Abstract
The performance and energy consumption of modern multicores are increasingly dominated by the costs of communication. To improve efficiency and support ever larger working sets, vendors are leveraging the additional transistors provided by Moore's law by designing larger caches and deeper memory hierarchies. Today's multicore hardware is commonly programmed by mapping tasks onto individual hardware threads. However, to exploit future hierarchical systems the basic computational building block should move away from this thread-centric view. Instead, cache-centric and memory-centric programming methods should become first-order abstractions.
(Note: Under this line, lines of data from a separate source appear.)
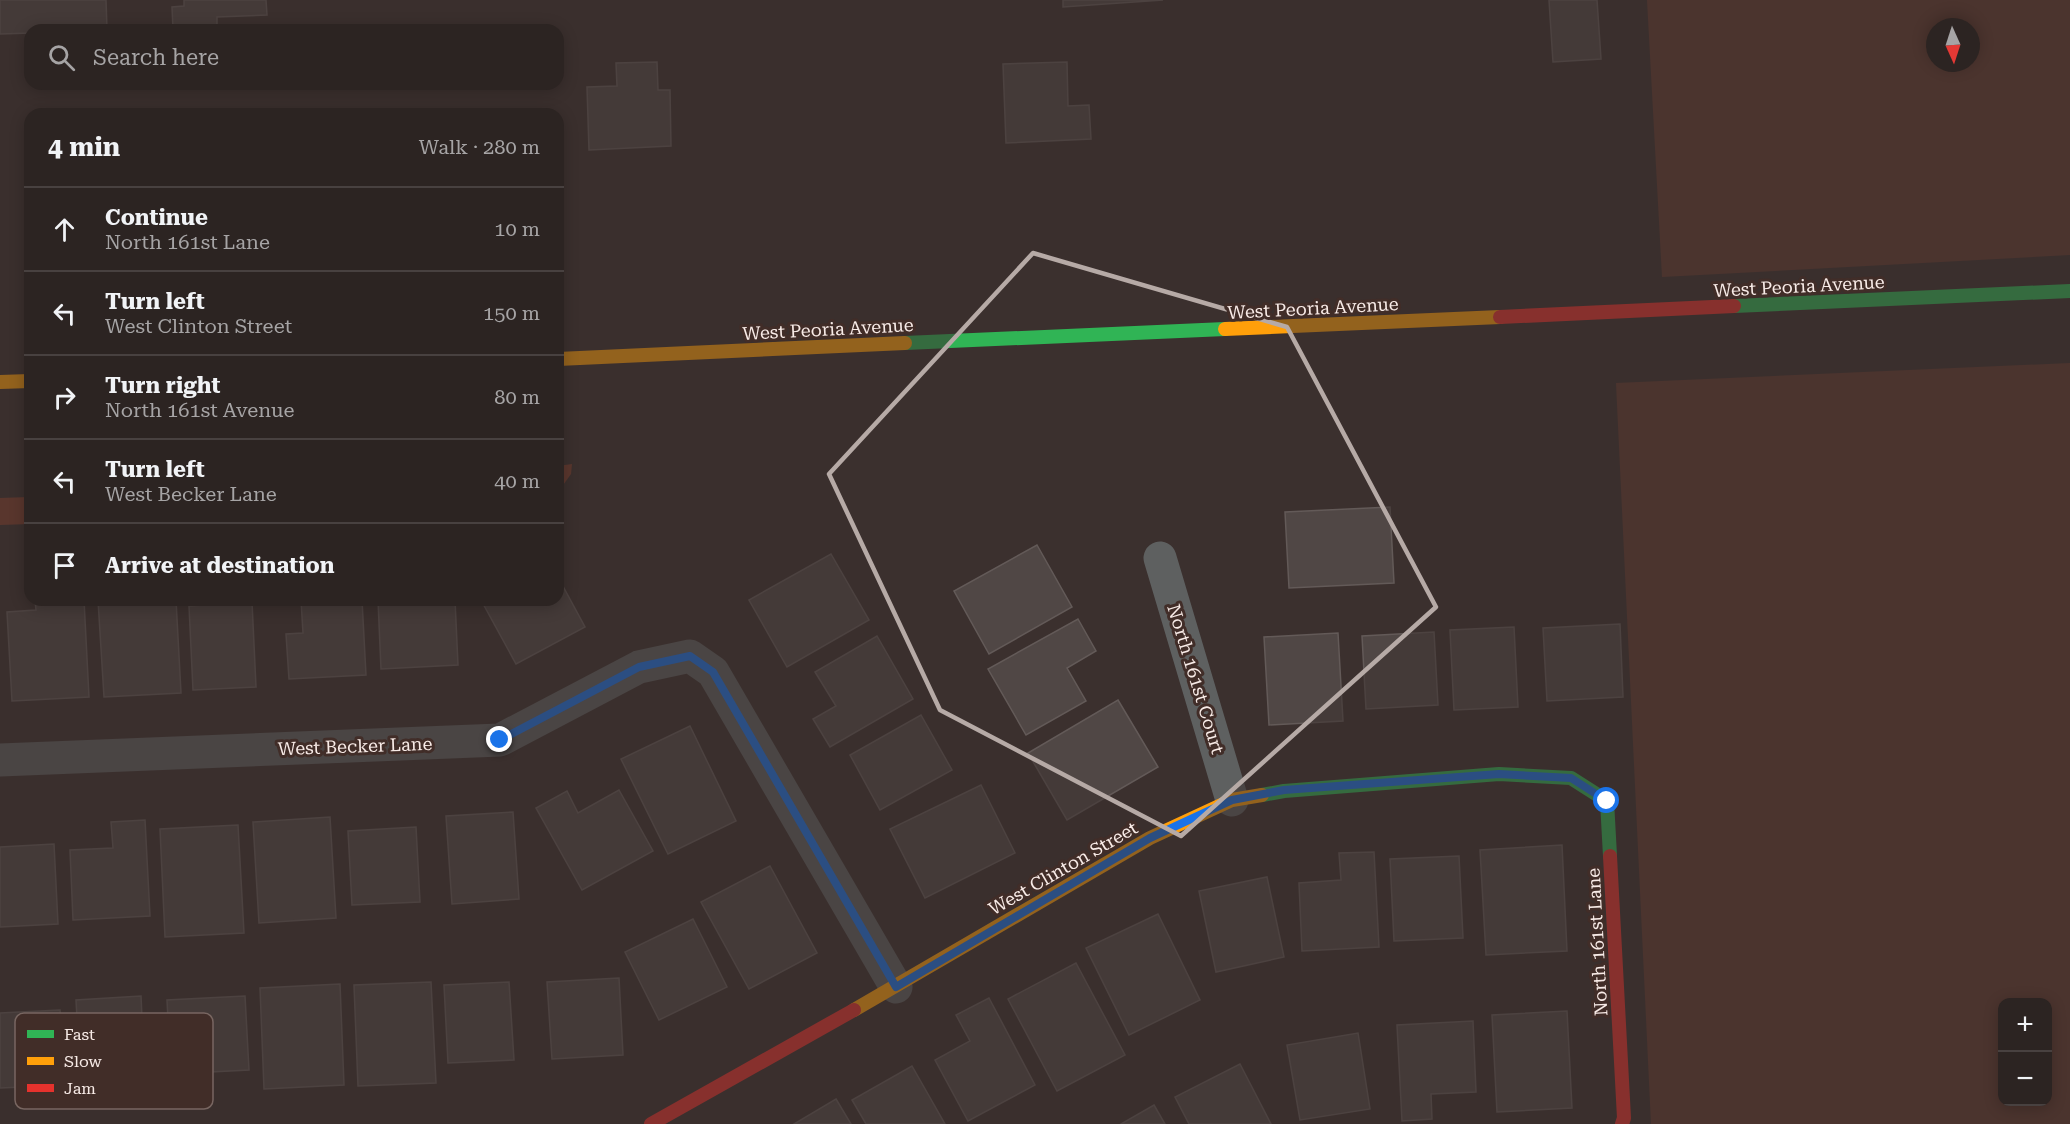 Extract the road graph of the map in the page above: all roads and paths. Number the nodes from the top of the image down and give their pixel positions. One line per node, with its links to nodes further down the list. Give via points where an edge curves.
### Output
1 (2070, 291): 2 (main road, West Peoria Avenue)
2 (564, 359)
3 (24, 381): 4 (main road)
4 (0, 382)
5 (1160, 558): 8 (street, North 161st Court)
6 (0, 760): 9 (street, West Becker Lane, via 500,740 639,667 690,656 713,672)
7 (1571, 778): 8 (main road, West Clinton Street, via 1499,774 1284,790); 11 (main road, North 161st Lane, via 1607,801)
8 (1232, 800): 9 (main road, West Clinton Street, via 1150,838)
9 (896, 987): 10 (main road, West Clinton Street)
10 (651, 1124)
11 (1622, 1124)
In this talk I will describe a parallel computing scheme and runtime system called Task Assembly Objects (TAO), which is designed to handle parallel computations with strong caching and co-scheduling requirements. The central component of the scheme are parallel objects consisting of collections of tasks called task assembly objects. Task assemblies aggregate i) fine-grained tasks, ii) a set of threads and caches and iii) a private scheduler into an atomic scheduling unit that is mapped onto a set of hardware resources. By constructing and scheduling assemblies based on the system's topology, TAO enables scalable parallelism and reduced communication on deep hierarchical multicore hardware.
This talk will first cover the rationale and design of TAO. Next I will describe the implementation of the TAO prototype runtime system called go:tao. Applications in go:tao are commonly programmed as flow-graphs of parallel patterns. I will describe this by means of three applications that have been ported to the go:tao runtime: the Unbalanced Tree Search, a parallel integer sort and the 2D jacobi iteration. I will conclude the talk by characterizing the performance of these codes and summarizing open challenges.
Bio
Miquel Pericàs received his Ph.D. from the Polytechnical University of Catalonia (UPC) in 2008. He was a senior researcher at the Barcelona Supercomputing Center between 2009 and 2001, and a JSPS postdoctoral fellow at the Tokyo Institute of Technology from 2012 until 2014. His research has covered processor microarchitecture, reconfigurable supercomputing, energy-aware MPI communication, task-based programming models and performance analysis tools for task-based models. Since 2014 he is a researcher at Chalmers University of Technology. His current research interests include runtime systems, parallel computer organization and energy-efficient computing.